> [Source data]
++++++

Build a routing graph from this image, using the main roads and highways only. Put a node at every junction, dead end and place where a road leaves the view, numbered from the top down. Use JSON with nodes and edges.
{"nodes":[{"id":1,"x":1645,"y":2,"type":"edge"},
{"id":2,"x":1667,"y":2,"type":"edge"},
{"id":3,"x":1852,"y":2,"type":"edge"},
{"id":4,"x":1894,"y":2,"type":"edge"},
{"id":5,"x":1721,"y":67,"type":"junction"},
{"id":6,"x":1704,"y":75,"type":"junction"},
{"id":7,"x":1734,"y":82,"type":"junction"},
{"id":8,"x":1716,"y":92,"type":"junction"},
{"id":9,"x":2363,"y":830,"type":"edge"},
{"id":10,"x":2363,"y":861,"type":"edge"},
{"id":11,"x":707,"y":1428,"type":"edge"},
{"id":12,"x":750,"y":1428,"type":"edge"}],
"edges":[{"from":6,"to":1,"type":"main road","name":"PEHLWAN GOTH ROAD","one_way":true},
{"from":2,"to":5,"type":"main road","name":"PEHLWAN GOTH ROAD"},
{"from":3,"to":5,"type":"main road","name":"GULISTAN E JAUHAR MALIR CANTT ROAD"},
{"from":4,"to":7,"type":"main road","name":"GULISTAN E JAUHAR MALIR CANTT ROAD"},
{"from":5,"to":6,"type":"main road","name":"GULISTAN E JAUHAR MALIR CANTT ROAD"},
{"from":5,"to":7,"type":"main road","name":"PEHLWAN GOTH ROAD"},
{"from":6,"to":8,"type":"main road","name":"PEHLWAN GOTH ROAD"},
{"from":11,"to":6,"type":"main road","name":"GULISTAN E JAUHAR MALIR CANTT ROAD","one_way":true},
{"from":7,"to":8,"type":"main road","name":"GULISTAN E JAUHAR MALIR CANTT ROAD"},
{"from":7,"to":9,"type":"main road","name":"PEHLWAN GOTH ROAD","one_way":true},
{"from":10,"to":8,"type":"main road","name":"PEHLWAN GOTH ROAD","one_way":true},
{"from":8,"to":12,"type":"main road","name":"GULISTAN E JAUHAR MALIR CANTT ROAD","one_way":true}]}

++++++

> [Assignment]
From the entries, copy every line in which the word "junction" occurs.

> [Completed exercise]
Build a routing graph from this image, using the main roads and highways only. Put a node at every junction, dead end and place where a road leaves the view, numbered from the top down. Use JSON with nodes and edges.
{"id":5,"x":1721,"y":67,"type":"junction"},
{"id":6,"x":1704,"y":75,"type":"junction"},
{"id":7,"x":1734,"y":82,"type":"junction"},
{"id":8,"x":1716,"y":92,"type":"junction"},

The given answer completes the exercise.